When I first started making websites, I started out on a shared host with a rather annoying control panel, Ensim with UZIPP which is no longer around.
After that I moved to a dedicated server with EV1Servers which was taken over by ThePlanet, which I thought was ok until I went to upgrade to a new server and didn’t get any help at all with the setup like I did with the first one which made me hate ThePlanet.
After leaving ThePlanet like 2 days after trying to setup the server and failing I found an awesome VPS deal with LiquidWeb, a host I had always wanted to go with but wasn’t prepared to pay the prices (I was young).
I loved the VPS I had with Liquid Web and stayed with it for a few years before trying to find something cheaper, thats when I found Liquid Web’s Storm service and grabbed the smallest server.
But after a month I started thinking, why do I need a server all to myself when all I do is host my rather pointless blog and some of my projects websites.
I don’t host my Subversion repositories on my server anymore, I wont be using all the space on there, it’s rather pointless to be paying so much for something I’m hardly using.
So I set out to find a host that will let me host multiple sites with a control panel for each site.
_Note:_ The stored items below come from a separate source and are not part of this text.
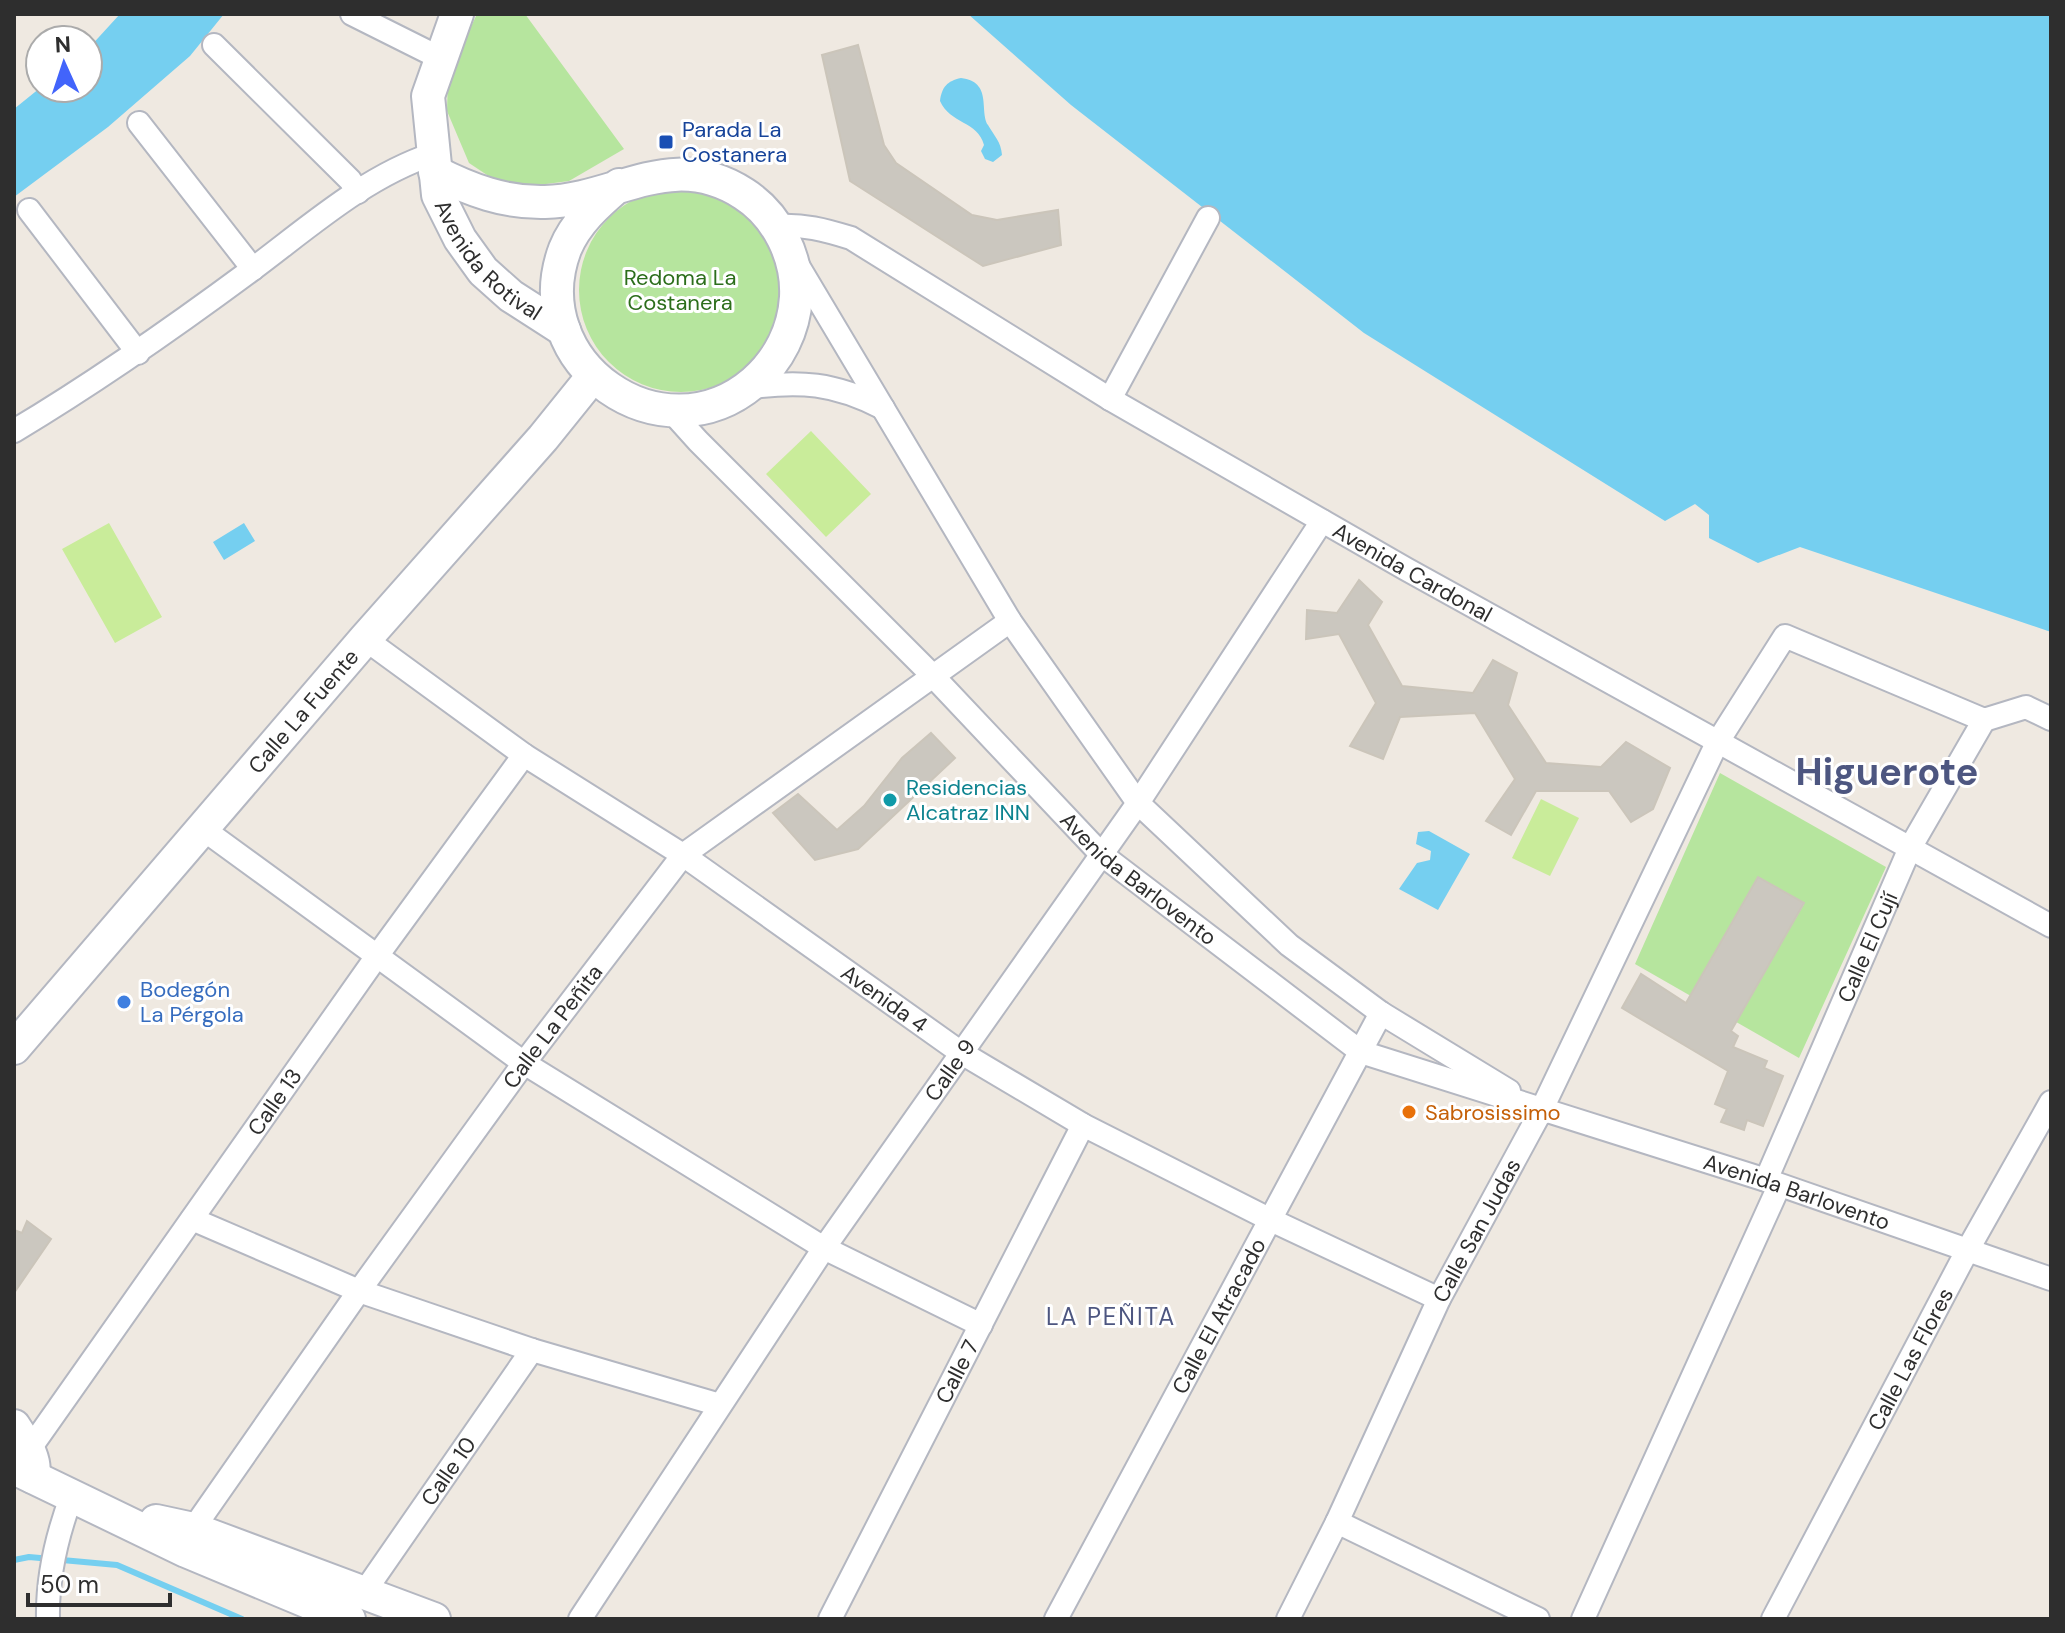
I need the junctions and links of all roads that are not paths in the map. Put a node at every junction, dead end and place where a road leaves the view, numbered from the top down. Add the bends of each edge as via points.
1 (352, 14) edge
2 (457, 14) edge
3 (214, 45) dead end
4 (440, 58) junction
5 (139, 123) dead end
6 (434, 163) junction
7 (619, 185) junction
8 (358, 192) junction
9 (29, 210) dead end
10 (1208, 218) dead end
11 (783, 239) junction
12 (253, 269) junction
13 (564, 330) junction
14 (138, 353) junction
15 (593, 376) junction
16 (747, 388) junction
17 (1110, 399) junction
18 (884, 408) junction
19 (671, 411) junction
20 (14, 431) edge
21 (1322, 521) junction
22 (1010, 621) junction
23 (365, 639) junction
24 (932, 675) junction
25 (2051, 719) edge
26 (1984, 720) junction
27 (1717, 743) junction
28 (524, 755) junction
29 (1138, 803) junction
30 (203, 829) junction
31 (1910, 848) junction
32 (1101, 854) junction
33 (683, 855) junction
34 (2051, 926) edge
35 (377, 956) junction
36 (1381, 1013) junction
37 (14, 1048) edge
38 (960, 1052) junction
39 (1361, 1052) junction
40 (524, 1063) junction
41 (2051, 1102) edge
42 (1541, 1111) junction
43 (1083, 1125) junction
44 (1772, 1183) junction
45 (192, 1219) junction
46 (1271, 1220) junction
47 (824, 1248) junction
48 (1967, 1251) junction
49 (2051, 1279) edge
50 (359, 1291) junction
51 (1439, 1299) junction
52 (981, 1325) junction
53 (532, 1350) junction
54 (720, 1405) junction
55 (23, 1455) edge
56 (86, 1501) junction
57 (1337, 1522) junction
58 (193, 1529) junction
59 (365, 1591) junction
60 (47, 1608) edge
61 (349, 1619) edge
62 (434, 1619) edge
63 (580, 1619) edge
64 (830, 1619) edge
65 (1056, 1619) edge
66 (1288, 1619) edge
67 (1538, 1619) edge
68 (1583, 1619) edge
69 (1773, 1619) edge

1 - 4 street
2 - 4 main road, Avenida Rotival
3 - 8 street
4 - 6 main road, Avenida Rotival via 428,96
5 - 12 street
6 - 7 main road, Avenida Rotival via 470,189 519,200 583,197
6 - 8 street via 401,164
6 - 13 main road, Avenida Rotival via 438,195 483,271
7 - 11 main road via 662,174 706,177 745,195
7 - 13 main road via 579,224 565,248 558,303
8 - 12 street
9 - 14 street
10 - 17 street
11 - 16 main road via 796,295 794,317 777,357
11 - 17 street, Avenida Cardonal via 794,224 851,238
11 - 18 street, Avenida Barlovento
12 - 14 street
13 - 15 main road
14 - 20 street
15 - 19 main road via 616,394
15 - 23 main road, Calle La Fuente
16 - 18 street via 803,383 832,387
16 - 19 main road via 711,406
17 - 21 street, Avenida Cardonal
18 - 22 street, Avenida Barlovento
19 - 24 street, Avenida Barlovento
21 - 27 street, Avenida Cardonal
21 - 29 street, Calle 9
22 - 24 street, Calle La Peñita
22 - 29 street, Avenida Barlovento
23 - 28 street, Avenida 4
23 - 30 main road, Calle La Fuente
24 - 32 street, Avenida Barlovento
24 - 33 street, Calle La Peñita
25 - 26 street via 2026,707
26 - 27 street, Calle San Judas via 1785,636
26 - 31 street, Calle El Cují
27 - 31 street, Avenida Cardonal
27 - 42 street, Calle San Judas
28 - 33 street, Avenida 4
28 - 35 street, Calle 13
29 - 32 street, Calle 9
29 - 36 street, Avenida Barlovento via 1289,945
30 - 35 street
30 - 37 main road, Calle La Fuente
31 - 34 street, Avenida Cardonal
31 - 44 street, Calle El Cují
32 - 38 street, Calle 9
32 - 39 street, Avenida Barlovento
33 - 38 street, Avenida 4
33 - 40 street, Calle La Peñita
35 - 40 street
35 - 45 street, Calle 13
36 - 39 street, Calle El Atracado
36 - 42 street, Avenida Barlovento
38 - 43 street, Avenida 4
38 - 47 street, Calle 9
39 - 42 street, Avenida Barlovento
39 - 46 street, Calle El Atracado
40 - 47 street
40 - 50 street, Calle La Peñita
41 - 48 street, Calle Las Flores
42 - 44 street, Avenida Barlovento
42 - 51 street, Calle San Judas
43 - 46 street, Avenida 4
43 - 52 street, Calle 7
44 - 48 street, Avenida Barlovento
44 - 68 street, Calle El Cují
45 - 50 street
45 - 55 street, Calle 13
46 - 51 street, Avenida 4
46 - 65 street, Calle El Atracado
47 - 52 street
47 - 54 street, Calle 9
48 - 49 street, Avenida Barlovento
48 - 69 street, Calle Las Flores
50 - 53 street
50 - 58 street, Calle La Peñita
51 - 57 street, Calle San Judas
52 - 64 street, Calle 7
53 - 54 street
53 - 59 street, Calle 10
54 - 63 street, Calle 9
55 - 56 main road
56 - 58 main road
56 - 60 street via 57,1535
56 - 61 main road via 186,1551
57 - 66 street, Calle San Judas
57 - 67 street
58 - 59 main road
59 - 62 main road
I tried MediaTemple and quickly canceled as it didn’t have what I wanted.
Then I remembered a host I had a look at a while ago called Site5 with some pretty good prices, I took a closer look at the plans, found one that appears to have what I need, I signed up and the next day I started moving my sites over.
So far I’ve had no problems with the shared hosting of Site5, but then again I don’t run any big websites.
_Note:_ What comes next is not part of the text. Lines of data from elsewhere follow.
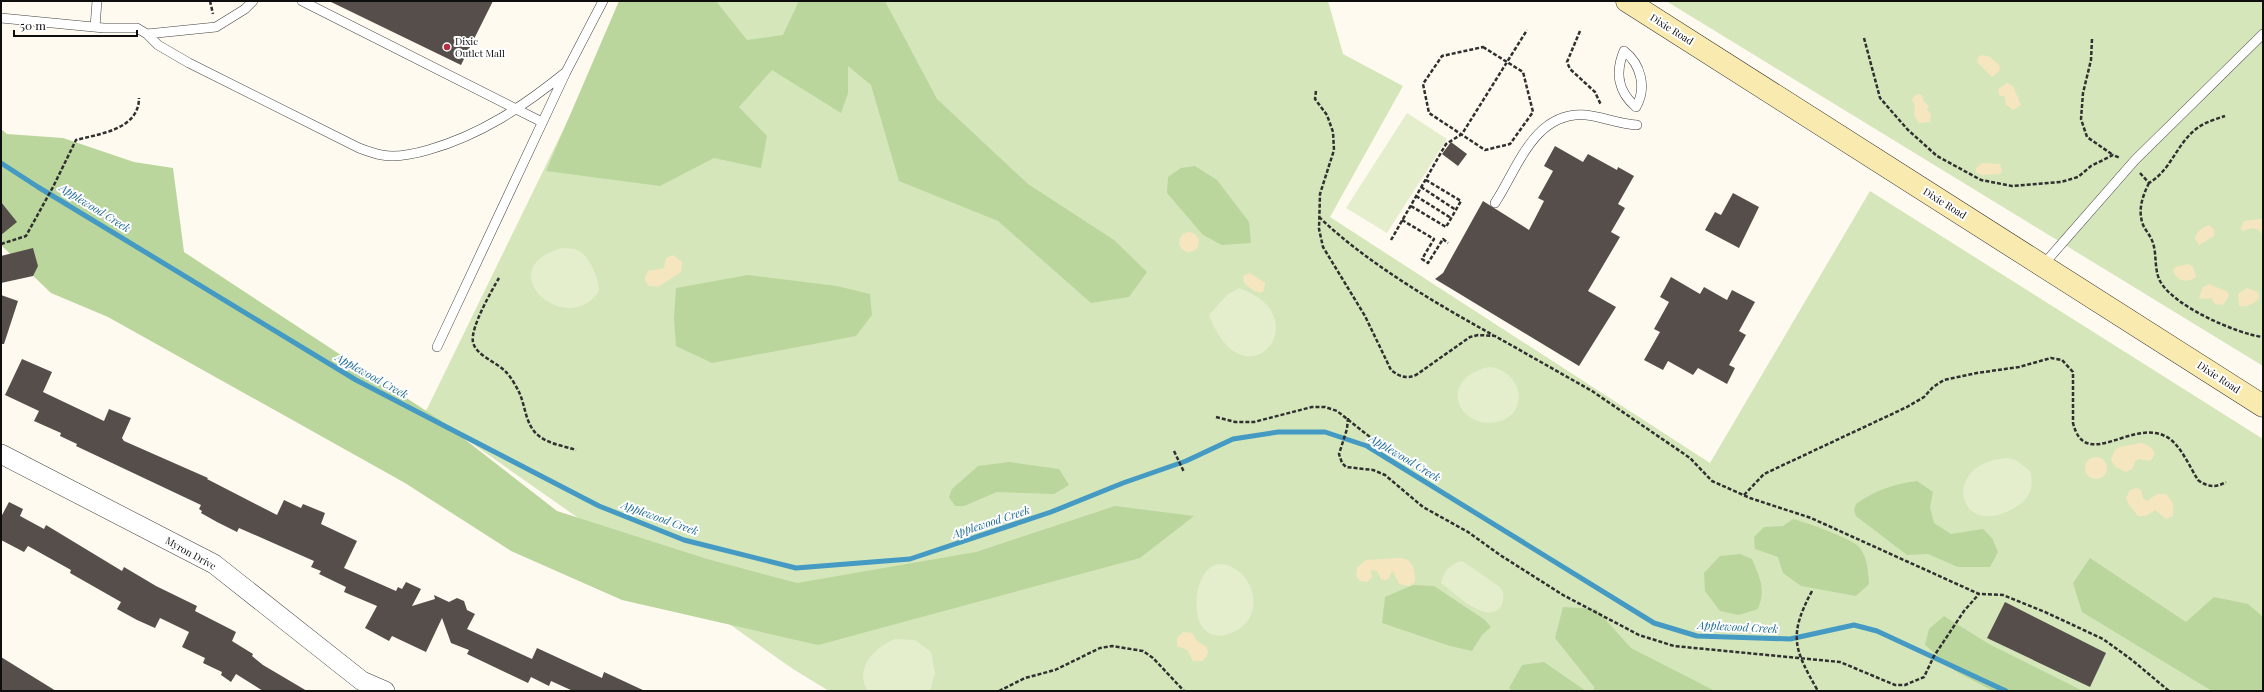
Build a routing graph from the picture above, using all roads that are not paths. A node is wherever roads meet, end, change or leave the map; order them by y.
1 (97, 1) edge
2 (253, 1) edge
3 (302, 1) edge
4 (603, 1) edge
5 (1627, 1) edge
6 (1, 18) edge
7 (95, 27) junction
8 (147, 34) junction
9 (2263, 34) edge
10 (1624, 51) joint
11 (566, 72) junction
12 (517, 109) junction
13 (542, 122) junction
14 (1637, 125) dead end
15 (1495, 203) dead end
16 (2043, 265) junction
17 (438, 347) dead end
18 (2263, 406) edge
19 (1, 454) edge
20 (385, 691) edge

1 - 7 lane
2 - 8 lane
3 - 12 lane
4 - 11 lane
5 - 16 main road, Dixie Road
6 - 7 lane
7 - 8 lane
8 - 12 lane
9 - 16 lane
10 - 10 lane
11 - 12 lane
11 - 13 lane
12 - 13 lane
13 - 17 lane
14 - 15 lane
16 - 18 main road, Dixie Road
19 - 20 street, Myron Drive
There is however, just one small, tiny, little thing. While doing a tracert to my domains, Site5 appear to be using servers from ThePlanet.
So I’ve gone from shared hosting, to dedicated, to virtual private and back to shared, and after so many years of controlling my server, having PHP and Apache setup the way I like, it’s weird going back to shared hosting. But hey, it’s cheap, and I no longer have to worry about fixing any problems with CPanel, Apache, etc.